The Democratic Lobbying Reform Proposal
by Matt Stoller, Wed Jan 25, 2006 at 02:10:37 PM EST
It is of course quite possible that there is some devious strategy of getting lobbying reform 'out of the way' and then filing an ethics complaint or something. Anything's possible, I suppose.
The letter text itself is below the flip.
January 25, 2006Dear Democratic Colleague:
Last Wednesday, Democrats met in the Great Hall of the Library of Congress and promised the American people to do all in our power to end the culture of corruption that has pervaded official Washington and directly resulted in policies harmful to most Americans.
We did this because Americans pay when lobbyists are granted special access in the legislative process and democratic procedures are abandoned on the floor of the House. Americans are paying for the cost of corruption in many ways: a prescription drug bill that puts the greed of pharmaceutical companies ahead of the need of senior citizens for prescription drugs; energy legislation that gives tax breaks and subsidies to oil companies while Americans pay record prices at the pump and for home-heating; and a waiver of liability so that vaccine manufacturers can profit while Americans can be hurt.

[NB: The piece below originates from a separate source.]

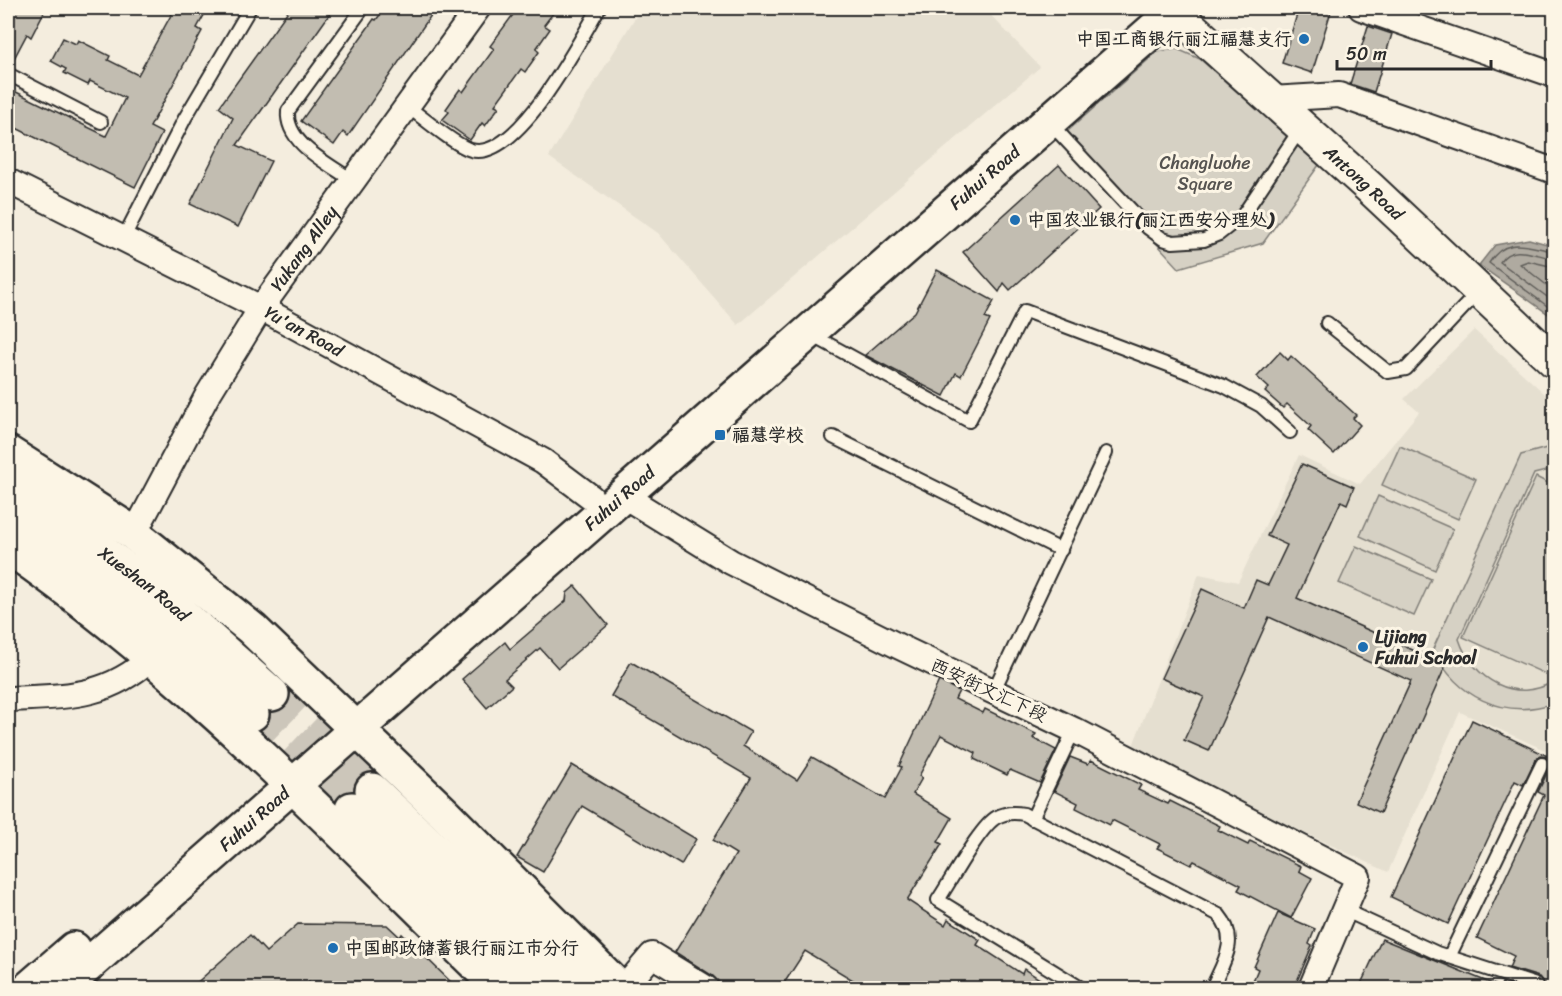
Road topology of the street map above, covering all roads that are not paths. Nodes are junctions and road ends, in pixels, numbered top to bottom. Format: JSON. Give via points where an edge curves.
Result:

To end this culture of corruption and restore integrity and openness to the House, Democrats pledge to enact and vigorously enforce sweeping legislation that will:
Ban gifts and travel from lobbyists.Kill the K Street Project that trades legislative access for Republican only employment.
Stop the revolving door between government and lobbyists by extending the lobbying ban to two years.
End the "dead of night" special interest provisions and require disclosure of earmarks.
Prohibit cronyism in key appointments.
Eliminate contracting abuses like those benefiting Halliburton.
Next week we will introduce the Honest Leadership and Open Government Act of 2006, a summary of which is attached. We ask each of you to join us in sponsoring this landmark legislation. To do so please call Bernie Raimo at 50100 as soon as possible.
Sincerely,
/s /s /s
NANCY PELOSI STENY HOYER JAMES E. CLYBURN
What I find kind of amusing is that the committee's office doesn't seem to have mail merge. I mean Moveon.org can personalize its emails to millions.